→ WHAT IS BEING ASKED: Show all lines containing "this" from the data below.

(Data excerpts)
^^^^^^^^^^^^^^^^
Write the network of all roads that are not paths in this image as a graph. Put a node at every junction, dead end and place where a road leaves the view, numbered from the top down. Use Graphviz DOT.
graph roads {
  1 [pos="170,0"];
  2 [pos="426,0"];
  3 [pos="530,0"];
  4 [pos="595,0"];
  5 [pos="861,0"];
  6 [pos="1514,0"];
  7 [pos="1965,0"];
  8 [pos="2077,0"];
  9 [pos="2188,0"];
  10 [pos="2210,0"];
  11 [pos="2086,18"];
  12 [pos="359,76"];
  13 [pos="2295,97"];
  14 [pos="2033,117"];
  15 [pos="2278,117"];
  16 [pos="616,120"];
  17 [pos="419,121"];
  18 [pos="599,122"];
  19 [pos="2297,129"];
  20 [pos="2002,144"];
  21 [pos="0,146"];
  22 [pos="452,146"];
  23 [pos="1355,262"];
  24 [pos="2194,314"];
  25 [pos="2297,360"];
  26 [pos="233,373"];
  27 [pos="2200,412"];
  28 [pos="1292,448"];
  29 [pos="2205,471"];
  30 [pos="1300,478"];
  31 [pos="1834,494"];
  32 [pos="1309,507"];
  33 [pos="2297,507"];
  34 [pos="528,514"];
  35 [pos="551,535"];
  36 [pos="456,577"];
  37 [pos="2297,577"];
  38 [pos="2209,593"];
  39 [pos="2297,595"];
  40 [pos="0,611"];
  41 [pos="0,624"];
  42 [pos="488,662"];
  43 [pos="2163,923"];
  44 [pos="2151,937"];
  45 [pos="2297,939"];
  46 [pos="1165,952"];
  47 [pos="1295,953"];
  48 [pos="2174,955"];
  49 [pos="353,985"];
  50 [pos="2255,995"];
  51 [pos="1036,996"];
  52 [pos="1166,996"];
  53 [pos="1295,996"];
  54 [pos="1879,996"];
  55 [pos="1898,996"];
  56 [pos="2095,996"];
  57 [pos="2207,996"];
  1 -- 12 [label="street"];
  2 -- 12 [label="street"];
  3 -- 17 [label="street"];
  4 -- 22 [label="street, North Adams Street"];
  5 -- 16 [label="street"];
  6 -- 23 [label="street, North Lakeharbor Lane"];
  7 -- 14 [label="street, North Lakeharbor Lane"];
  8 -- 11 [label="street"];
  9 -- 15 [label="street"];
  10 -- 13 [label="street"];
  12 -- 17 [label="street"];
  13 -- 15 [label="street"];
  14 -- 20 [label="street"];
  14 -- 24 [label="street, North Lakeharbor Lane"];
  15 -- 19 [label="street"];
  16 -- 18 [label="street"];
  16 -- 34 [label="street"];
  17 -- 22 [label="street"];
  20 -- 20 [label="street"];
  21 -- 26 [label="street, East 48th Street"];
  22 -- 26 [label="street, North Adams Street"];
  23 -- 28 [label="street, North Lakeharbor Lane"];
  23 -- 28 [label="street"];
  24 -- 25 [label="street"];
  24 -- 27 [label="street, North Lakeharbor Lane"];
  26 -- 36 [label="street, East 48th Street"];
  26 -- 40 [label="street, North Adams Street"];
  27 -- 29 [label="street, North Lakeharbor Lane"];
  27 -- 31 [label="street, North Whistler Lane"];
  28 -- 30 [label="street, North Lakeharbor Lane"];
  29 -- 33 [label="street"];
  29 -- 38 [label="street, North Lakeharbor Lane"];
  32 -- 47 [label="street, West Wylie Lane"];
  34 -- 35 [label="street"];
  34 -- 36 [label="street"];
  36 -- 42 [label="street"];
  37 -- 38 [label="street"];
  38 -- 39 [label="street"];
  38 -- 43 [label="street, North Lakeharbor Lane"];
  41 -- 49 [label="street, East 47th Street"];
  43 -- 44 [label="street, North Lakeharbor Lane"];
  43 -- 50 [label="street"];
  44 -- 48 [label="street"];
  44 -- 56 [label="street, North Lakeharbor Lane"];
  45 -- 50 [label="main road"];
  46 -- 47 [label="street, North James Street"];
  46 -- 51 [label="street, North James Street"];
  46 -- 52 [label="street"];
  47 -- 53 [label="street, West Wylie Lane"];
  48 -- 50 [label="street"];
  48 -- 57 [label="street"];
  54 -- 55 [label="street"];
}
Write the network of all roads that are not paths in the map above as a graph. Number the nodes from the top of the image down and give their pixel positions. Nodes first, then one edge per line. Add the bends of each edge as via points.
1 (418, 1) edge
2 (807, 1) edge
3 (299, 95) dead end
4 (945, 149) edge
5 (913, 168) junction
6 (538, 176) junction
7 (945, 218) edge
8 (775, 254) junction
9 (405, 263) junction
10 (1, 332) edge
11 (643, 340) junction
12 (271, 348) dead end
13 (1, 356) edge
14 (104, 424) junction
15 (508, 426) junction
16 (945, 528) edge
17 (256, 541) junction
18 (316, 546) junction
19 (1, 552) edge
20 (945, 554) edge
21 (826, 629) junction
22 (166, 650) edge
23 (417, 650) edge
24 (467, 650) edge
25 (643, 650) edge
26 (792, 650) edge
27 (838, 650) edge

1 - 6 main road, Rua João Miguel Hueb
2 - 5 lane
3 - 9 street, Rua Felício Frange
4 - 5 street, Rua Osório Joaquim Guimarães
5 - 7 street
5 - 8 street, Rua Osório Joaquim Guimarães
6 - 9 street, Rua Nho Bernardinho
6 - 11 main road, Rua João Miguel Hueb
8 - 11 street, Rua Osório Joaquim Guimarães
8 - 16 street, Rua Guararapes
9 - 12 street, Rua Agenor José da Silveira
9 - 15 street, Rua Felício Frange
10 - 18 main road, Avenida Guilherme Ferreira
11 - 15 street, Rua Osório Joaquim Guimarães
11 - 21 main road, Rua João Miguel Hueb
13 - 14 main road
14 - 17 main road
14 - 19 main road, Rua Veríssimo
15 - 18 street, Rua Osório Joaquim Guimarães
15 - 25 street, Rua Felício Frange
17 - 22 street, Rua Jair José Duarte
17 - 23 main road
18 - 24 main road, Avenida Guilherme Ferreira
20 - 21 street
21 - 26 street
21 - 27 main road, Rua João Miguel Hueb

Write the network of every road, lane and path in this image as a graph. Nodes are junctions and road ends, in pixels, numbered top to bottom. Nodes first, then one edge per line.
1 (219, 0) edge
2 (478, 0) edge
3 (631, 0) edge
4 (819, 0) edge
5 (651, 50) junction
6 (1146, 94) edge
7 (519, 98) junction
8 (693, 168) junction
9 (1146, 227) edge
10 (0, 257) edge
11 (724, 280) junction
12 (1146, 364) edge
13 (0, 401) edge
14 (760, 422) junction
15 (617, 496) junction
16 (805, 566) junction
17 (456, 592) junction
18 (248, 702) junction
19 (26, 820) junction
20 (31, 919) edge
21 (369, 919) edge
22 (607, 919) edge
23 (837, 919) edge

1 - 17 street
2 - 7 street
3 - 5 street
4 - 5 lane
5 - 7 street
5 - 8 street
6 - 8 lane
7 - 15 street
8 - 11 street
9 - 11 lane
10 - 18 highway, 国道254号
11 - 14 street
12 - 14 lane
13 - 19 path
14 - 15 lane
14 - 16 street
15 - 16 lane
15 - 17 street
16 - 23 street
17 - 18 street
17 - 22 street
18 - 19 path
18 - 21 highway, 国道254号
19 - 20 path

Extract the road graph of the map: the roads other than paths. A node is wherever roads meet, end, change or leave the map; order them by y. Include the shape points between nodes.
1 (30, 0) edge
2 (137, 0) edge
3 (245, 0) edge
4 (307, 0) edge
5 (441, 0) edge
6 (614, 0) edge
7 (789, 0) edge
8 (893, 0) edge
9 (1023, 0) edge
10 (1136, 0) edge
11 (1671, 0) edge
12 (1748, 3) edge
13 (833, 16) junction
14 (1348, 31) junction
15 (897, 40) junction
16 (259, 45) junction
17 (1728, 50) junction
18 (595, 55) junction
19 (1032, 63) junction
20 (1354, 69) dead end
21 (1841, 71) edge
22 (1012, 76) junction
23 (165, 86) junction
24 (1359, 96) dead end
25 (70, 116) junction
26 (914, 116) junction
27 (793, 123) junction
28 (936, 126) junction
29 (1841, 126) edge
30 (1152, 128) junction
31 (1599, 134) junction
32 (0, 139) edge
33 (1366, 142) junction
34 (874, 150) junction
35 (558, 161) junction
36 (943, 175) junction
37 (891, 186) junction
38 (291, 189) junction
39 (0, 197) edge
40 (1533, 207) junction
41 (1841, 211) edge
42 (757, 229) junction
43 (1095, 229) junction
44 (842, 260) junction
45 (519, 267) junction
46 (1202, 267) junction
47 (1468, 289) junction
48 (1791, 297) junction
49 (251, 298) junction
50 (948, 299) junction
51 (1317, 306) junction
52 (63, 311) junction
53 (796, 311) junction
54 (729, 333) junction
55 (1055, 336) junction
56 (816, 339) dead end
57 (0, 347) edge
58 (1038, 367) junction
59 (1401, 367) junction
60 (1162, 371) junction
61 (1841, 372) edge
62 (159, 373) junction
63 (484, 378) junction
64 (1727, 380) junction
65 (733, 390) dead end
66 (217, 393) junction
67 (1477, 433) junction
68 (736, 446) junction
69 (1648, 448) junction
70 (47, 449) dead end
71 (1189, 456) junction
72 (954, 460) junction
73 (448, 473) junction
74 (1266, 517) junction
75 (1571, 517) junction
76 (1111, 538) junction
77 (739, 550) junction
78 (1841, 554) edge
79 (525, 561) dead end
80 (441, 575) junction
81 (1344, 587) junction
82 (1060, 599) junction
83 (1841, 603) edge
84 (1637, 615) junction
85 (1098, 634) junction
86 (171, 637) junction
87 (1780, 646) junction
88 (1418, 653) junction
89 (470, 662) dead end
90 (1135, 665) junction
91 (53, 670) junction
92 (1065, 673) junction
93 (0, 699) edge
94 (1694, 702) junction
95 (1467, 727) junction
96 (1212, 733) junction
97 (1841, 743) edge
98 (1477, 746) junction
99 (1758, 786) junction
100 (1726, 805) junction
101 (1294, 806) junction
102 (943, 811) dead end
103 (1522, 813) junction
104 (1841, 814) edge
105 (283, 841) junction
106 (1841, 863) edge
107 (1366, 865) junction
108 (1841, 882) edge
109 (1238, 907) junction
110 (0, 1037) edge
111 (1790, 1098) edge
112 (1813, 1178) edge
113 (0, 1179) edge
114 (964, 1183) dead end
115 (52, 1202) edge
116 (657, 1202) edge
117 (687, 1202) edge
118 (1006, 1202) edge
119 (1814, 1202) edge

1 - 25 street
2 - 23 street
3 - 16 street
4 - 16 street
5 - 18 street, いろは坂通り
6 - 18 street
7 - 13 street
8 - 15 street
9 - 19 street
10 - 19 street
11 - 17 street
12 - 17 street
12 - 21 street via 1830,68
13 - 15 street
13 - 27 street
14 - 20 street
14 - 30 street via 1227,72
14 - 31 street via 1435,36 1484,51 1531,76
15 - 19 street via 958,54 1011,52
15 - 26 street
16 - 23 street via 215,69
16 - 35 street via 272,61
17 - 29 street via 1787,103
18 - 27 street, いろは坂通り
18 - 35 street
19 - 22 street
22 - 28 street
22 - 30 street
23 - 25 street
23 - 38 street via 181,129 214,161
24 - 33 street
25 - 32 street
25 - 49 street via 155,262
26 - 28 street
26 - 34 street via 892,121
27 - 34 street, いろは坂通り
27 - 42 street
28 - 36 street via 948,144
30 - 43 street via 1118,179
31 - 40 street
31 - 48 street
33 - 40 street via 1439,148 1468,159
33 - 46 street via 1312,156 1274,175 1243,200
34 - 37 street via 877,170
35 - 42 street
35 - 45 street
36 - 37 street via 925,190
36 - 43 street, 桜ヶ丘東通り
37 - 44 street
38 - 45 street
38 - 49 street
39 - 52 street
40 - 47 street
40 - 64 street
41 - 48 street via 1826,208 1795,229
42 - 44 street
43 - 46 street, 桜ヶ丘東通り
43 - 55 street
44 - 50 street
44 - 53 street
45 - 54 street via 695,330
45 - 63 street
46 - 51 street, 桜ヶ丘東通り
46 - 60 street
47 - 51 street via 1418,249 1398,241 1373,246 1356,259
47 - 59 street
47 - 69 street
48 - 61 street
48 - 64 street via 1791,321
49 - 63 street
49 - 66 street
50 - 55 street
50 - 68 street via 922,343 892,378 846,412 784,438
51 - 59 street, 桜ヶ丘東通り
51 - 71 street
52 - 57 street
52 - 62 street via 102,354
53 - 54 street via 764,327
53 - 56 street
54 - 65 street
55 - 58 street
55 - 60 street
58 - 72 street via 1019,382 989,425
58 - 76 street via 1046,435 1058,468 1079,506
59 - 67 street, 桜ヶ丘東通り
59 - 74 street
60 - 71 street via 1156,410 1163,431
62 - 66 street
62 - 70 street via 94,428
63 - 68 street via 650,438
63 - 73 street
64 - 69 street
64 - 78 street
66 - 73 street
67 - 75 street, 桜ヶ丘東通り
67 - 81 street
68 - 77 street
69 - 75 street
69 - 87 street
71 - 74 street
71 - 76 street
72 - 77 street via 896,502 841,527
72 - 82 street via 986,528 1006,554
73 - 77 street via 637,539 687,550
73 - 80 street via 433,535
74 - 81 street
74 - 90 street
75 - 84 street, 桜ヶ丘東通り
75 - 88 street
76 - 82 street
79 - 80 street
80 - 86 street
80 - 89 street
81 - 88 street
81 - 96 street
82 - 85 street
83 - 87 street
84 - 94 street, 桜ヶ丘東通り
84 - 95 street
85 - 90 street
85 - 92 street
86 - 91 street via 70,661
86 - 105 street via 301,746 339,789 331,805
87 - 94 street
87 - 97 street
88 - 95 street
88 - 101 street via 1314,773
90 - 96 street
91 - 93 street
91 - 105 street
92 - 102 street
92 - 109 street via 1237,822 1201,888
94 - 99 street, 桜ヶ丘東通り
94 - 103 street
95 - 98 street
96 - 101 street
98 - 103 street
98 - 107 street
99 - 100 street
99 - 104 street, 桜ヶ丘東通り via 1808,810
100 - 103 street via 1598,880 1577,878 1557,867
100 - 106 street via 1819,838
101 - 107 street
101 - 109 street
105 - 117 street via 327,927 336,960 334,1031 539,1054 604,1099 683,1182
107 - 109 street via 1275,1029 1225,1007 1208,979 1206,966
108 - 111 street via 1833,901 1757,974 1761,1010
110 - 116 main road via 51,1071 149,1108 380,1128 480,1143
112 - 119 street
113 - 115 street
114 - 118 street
^^^^^^^^^^^^^^^^
→ OUTPUT OF THE TASK:
Write the network of all roads that are not paths in this image as a graph. Put a node at every junction, dead end and place where a road leaves the view, numbered from the top down. Use Graphviz DOT.
Write the network of every road, lane and path in this image as a graph. Nodes are junctions and road ends, in pixels, numbered top to bottom. Nodes first, then one edge per line.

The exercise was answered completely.